It was really weird the night we got here. We flew from Bagram to here in a British helicopter. After a very low-level flight lasting about one and a half hours, we were met on the ground by some Brits and some Special Forces guys. They drove us the rest of the way here, zigzagging through gates, walls and barricades. It was dark, but you could see the local militia types manning the checkpoints. We drove through a huge iron gate (almost like coming inside a castle or something) into a large enclosed fort.

It seems that the only decent room left was essentially an old stable or something. We had to sleep on the dirt and straw in a very dirty room. The building and compound itself are made from wood, mud and straw. It is impossible to stay clean!

We have two or three locals that feed us breakfast and dinner. Plus tea whenever you want. All the cooking is done over a brick oven they built the first day or two. The tea is really good (very sweet!) and the food has ranged from excellent to disgusting. Keeps you guessing!

We have a few generators around to keep things lit and to run our equipment but not much else. We didn't actually bring much. We were rushed and pushed down here without proper planning and coordination. We were told we could take 300 pounds, including body weight. 
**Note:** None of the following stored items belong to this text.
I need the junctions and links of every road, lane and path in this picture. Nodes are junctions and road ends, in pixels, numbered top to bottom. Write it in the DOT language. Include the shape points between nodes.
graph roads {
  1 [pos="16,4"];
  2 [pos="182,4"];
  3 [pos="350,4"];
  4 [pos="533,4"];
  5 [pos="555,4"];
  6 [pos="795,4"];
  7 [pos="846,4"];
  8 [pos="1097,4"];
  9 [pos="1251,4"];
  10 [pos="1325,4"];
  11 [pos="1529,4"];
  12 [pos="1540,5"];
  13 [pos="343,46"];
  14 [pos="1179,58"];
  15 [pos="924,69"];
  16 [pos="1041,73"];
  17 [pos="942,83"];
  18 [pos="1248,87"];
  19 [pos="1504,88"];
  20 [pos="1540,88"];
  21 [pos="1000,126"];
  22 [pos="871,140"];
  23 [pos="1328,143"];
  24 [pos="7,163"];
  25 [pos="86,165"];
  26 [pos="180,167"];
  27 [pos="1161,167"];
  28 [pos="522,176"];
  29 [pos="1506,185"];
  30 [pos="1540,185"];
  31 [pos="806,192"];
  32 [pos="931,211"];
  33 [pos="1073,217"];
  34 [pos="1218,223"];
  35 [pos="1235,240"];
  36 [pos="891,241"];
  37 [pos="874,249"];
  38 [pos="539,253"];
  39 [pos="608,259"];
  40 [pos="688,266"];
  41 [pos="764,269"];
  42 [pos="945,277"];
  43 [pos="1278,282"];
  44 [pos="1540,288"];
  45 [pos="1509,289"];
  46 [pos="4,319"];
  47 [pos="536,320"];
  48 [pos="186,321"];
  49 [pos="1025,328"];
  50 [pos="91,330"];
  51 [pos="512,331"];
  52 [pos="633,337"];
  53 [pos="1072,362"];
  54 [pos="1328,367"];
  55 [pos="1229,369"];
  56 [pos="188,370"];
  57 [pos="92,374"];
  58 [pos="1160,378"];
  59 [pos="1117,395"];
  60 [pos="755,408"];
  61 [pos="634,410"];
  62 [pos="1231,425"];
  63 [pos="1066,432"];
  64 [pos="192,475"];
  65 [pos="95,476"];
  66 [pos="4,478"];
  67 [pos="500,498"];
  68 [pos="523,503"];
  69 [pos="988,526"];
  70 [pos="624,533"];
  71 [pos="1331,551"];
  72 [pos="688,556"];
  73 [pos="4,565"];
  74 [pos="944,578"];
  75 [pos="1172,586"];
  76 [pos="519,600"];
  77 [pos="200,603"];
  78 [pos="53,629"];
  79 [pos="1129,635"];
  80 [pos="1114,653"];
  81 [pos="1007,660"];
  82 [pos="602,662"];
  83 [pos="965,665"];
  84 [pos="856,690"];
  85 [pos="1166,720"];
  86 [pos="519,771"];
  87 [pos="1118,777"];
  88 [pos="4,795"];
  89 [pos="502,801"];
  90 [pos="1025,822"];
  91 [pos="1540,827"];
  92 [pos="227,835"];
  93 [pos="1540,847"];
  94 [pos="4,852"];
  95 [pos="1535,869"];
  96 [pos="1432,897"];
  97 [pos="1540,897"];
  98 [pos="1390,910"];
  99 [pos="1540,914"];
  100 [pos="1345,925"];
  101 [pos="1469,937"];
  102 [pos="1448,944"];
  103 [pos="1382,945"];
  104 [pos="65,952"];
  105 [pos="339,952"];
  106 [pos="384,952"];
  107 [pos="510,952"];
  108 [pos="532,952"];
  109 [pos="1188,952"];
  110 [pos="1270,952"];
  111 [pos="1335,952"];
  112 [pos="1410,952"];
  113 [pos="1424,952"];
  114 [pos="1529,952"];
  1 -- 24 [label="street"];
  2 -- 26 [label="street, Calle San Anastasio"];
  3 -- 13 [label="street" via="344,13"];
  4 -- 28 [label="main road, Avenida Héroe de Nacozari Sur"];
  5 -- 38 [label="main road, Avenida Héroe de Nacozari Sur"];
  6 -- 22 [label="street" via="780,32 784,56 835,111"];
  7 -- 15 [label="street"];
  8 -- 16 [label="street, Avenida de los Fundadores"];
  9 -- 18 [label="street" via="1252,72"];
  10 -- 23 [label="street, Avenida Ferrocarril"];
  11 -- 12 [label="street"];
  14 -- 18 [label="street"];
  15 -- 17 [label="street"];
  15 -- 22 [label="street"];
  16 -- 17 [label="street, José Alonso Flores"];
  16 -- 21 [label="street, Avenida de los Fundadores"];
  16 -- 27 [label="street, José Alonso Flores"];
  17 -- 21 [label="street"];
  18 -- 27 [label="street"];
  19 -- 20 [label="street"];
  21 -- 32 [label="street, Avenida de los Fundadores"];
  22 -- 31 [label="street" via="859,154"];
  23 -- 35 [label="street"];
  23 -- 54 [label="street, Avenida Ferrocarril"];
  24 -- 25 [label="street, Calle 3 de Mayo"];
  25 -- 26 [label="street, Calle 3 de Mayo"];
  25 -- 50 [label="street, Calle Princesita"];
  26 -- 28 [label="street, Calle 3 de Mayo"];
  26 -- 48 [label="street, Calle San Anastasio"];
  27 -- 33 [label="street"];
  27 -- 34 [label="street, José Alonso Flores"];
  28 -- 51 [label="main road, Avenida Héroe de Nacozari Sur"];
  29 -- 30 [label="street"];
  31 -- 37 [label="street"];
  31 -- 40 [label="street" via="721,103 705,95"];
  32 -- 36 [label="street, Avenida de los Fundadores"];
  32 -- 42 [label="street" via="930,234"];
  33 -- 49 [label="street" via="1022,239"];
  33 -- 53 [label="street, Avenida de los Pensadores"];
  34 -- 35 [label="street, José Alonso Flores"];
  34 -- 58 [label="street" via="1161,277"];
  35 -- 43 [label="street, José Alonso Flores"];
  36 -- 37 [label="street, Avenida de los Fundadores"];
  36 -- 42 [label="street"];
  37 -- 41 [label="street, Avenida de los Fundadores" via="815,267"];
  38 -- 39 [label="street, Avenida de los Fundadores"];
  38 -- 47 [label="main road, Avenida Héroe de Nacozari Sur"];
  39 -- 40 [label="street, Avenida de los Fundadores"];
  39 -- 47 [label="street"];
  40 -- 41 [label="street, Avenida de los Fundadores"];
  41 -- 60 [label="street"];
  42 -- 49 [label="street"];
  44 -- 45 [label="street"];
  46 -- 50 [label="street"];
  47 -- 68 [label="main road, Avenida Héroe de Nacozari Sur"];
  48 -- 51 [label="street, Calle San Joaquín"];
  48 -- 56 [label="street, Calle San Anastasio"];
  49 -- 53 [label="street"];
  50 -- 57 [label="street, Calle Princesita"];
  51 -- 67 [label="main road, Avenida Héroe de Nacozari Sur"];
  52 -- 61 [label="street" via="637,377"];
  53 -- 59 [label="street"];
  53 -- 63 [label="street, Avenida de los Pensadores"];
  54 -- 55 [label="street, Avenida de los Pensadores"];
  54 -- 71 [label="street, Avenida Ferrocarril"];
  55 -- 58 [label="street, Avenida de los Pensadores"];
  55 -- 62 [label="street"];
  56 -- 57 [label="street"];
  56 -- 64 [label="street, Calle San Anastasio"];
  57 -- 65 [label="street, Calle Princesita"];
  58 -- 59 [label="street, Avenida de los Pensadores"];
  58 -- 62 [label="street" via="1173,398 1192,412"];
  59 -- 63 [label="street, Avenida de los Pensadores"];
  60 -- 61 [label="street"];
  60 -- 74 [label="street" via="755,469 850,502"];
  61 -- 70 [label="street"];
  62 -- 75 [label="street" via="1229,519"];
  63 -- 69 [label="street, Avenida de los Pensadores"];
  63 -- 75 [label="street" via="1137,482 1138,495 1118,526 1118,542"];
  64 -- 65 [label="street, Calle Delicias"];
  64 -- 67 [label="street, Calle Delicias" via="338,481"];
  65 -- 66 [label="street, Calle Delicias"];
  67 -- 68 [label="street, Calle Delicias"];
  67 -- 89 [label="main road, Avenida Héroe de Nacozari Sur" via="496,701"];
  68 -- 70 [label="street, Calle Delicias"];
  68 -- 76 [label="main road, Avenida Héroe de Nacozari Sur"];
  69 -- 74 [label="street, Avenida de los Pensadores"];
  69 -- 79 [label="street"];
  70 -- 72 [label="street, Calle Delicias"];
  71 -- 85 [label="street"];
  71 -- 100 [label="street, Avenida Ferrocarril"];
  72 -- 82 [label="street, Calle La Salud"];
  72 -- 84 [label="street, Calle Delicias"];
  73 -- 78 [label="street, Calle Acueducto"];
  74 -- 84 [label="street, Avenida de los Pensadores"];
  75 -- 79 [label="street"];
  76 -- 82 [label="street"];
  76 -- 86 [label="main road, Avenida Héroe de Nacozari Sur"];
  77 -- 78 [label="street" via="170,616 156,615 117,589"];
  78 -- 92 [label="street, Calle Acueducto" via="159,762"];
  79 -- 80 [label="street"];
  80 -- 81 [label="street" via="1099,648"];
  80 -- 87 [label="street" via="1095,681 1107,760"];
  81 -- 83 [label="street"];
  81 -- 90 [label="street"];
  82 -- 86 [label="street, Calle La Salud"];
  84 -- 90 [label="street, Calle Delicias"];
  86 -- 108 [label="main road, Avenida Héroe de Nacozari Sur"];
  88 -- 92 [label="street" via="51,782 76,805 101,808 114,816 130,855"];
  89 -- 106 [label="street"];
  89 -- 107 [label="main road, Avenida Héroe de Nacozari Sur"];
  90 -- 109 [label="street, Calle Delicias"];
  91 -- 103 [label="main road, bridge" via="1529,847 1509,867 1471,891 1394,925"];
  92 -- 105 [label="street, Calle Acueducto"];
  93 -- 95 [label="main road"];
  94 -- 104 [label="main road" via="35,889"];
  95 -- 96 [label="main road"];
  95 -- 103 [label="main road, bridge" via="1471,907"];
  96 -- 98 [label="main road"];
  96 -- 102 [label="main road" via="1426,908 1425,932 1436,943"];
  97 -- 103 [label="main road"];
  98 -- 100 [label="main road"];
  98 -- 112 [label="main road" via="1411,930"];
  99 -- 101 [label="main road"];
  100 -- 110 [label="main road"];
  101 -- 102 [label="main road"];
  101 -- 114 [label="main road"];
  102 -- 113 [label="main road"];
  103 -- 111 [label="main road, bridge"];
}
I feel safer now that I'm here. The buildings and surrounding area are better than we thought before coming. Plus, there are some real "heavy hitter" guys here. It's been really strange. At each place I go to, I go through a phase when I have to adjust. I was afraid in Uzbekistan. Then a little more in Bagram. Then when I got here I was really scared. But you adjust.

April 24, 2002 
Did I mention this place sucks? We are so isolated. The guerrillas and the Northern Alliance are nice and easygoing. But we are tired of the food: yellow rice, beans, flat bread and daily "mystery meat." I've seen two chickens killed, but I've yet to see or taste anything like chicken served to us. Hmm.

I'll just be happy to get back home to you. I sure do miss you.

Excerpts from e-mail messages to her parents from First Lt. Tamara Archuleta of the Air Force. Lieutenant Archuleta, 23, of Los Lunas, N.M., was killed in a helicopter crash on March 23, 2003, a few weeks before she was scheduled to return home. Her son, Donnie, turned 4 years old the day after her funeral.

Jan. 29, 2003 
I am in country and doing fine. I tried to call you guys before I left and again this morning, but I realize that there is a serious time difference. I haven't been able to talk to Donnie because of the time changes, but I am mailing him a letter, too.

There is a decent gym here and the food is very good, even if it is only twice a day. I love you guys. I may not be able to call or get in touch for a while. Watch CNN and then you'll know what's going on.

Feb. 11, 2003 
Thanks for the goody package! It was really cool, especially the pictures of Donnie. I love you guys. Things are busy here so I can't talk long, but in the midst of all the commotion I found a way to open and enjoy a piece of home and that helped more than you can possibly know.

Feb. 13, 2003 
The jerky has made me very popular, but I don't share that as much as I do the trail mix. We only get one meal a day here, so it's Power Bars for breakfast, the Army's version of high-school cafeteria food for lunch, and for the last couple of days, jerky and trail mix for dinner.

Today I smoked a cigar and watched the moon rise. It was really nice to be able to relax. The days blend together here, I never know which day of the week it is. I totally missed the weekend. Every day I go to work, but work is the tent right across the lane. I work off and on all day, watch some movies, read some books.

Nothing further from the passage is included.